### Exercise instructions
Show every line of the data that contains the string "dead".

Start of Data to examine

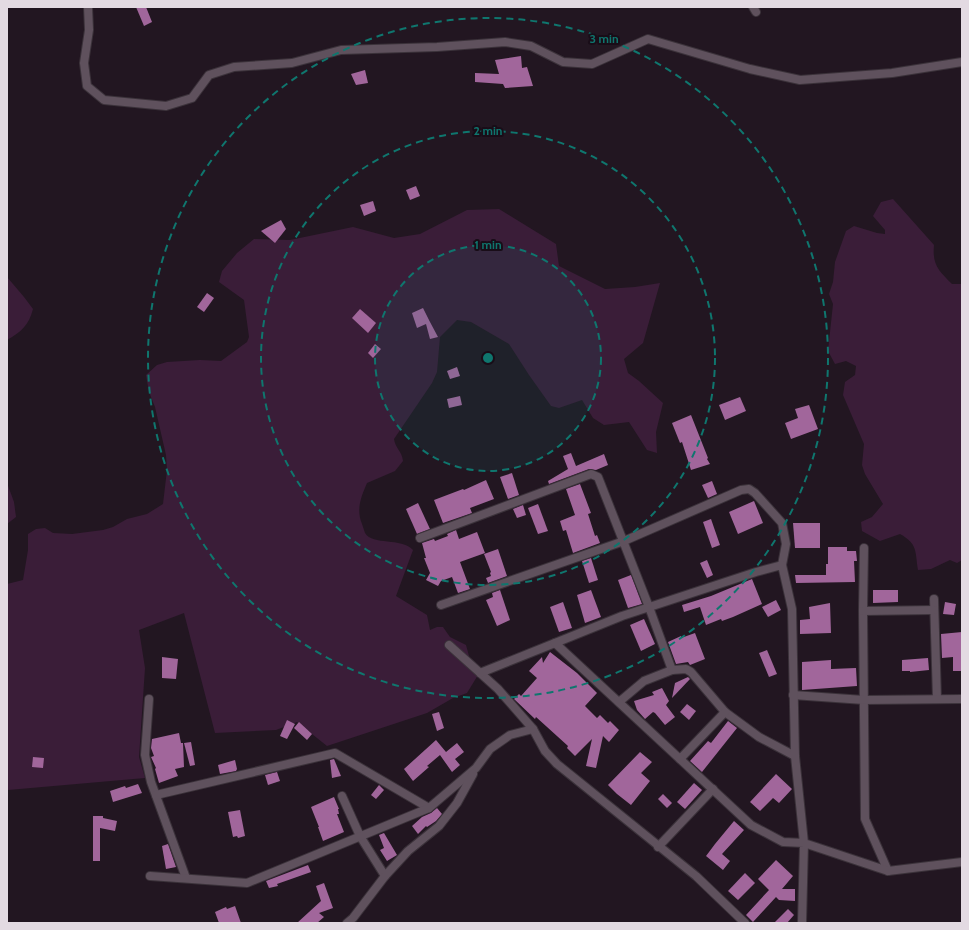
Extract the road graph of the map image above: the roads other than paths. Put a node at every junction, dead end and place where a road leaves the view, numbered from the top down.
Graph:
1 (88, 7) edge
2 (962, 62) edge
3 (420, 538) dead end
4 (624, 541) junction
5 (864, 548) dead end
6 (782, 565) junction
7 (934, 600) dead end
8 (441, 605) dead end
9 (649, 607) junction
10 (934, 610) junction
11 (863, 611) junction
12 (555, 643) junction
13 (449, 645) dead end
14 (672, 670) junction
15 (480, 673) junction
16 (793, 695) junction
17 (149, 699) dead end
18 (937, 699) junction
19 (962, 699) edge
20 (864, 700) junction
21 (619, 702) junction
22 (725, 712) junction
23 (533, 730) junction
24 (794, 756) junction
25 (680, 759) junction
26 (476, 768) junction
27 (713, 789) junction
28 (156, 795) junction
29 (342, 796) dead end
30 (429, 808) junction
31 (360, 836) junction
32 (804, 843) junction
33 (658, 847) junction
34 (962, 862) edge
35 (888, 871) junction
36 (150, 876) dead end
37 (385, 876) junction
38 (186, 878) junction
39 (347, 923) edge
40 (745, 923) edge
41 (802, 923) edge

1 - 2 street
3 - 4 street
4 - 6 street
4 - 8 street
4 - 9 street
5 - 11 street
6 - 9 street
6 - 16 street
7 - 10 street
9 - 12 street
9 - 14 street
10 - 11 street
10 - 18 street
11 - 20 street
12 - 15 street
12 - 21 street
13 - 15 street
14 - 21 street
14 - 22 street
15 - 23 street
16 - 20 street
16 - 24 street
17 - 28 street
18 - 19 street
18 - 20 street
20 - 35 street
21 - 25 street
22 - 24 street
22 - 25 street
23 - 26 street
23 - 33 street
24 - 32 street
25 - 27 street
26 - 30 street
26 - 37 street
27 - 32 street
27 - 33 street
28 - 30 street
28 - 38 street
29 - 31 street
30 - 31 street
31 - 37 street
31 - 38 street
32 - 35 street
32 - 41 street
33 - 40 street
34 - 35 street
36 - 38 street
37 - 39 street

End of Data to examine

### Solution to the exercise
Extract the road graph of the map image above: the roads other than paths. Put a node at every junction, dead end and place where a road leaves the view, numbered from the top down.
3 (420, 538) dead end
5 (864, 548) dead end
7 (934, 600) dead end
8 (441, 605) dead end
13 (449, 645) dead end
17 (149, 699) dead end
29 (342, 796) dead end
36 (150, 876) dead end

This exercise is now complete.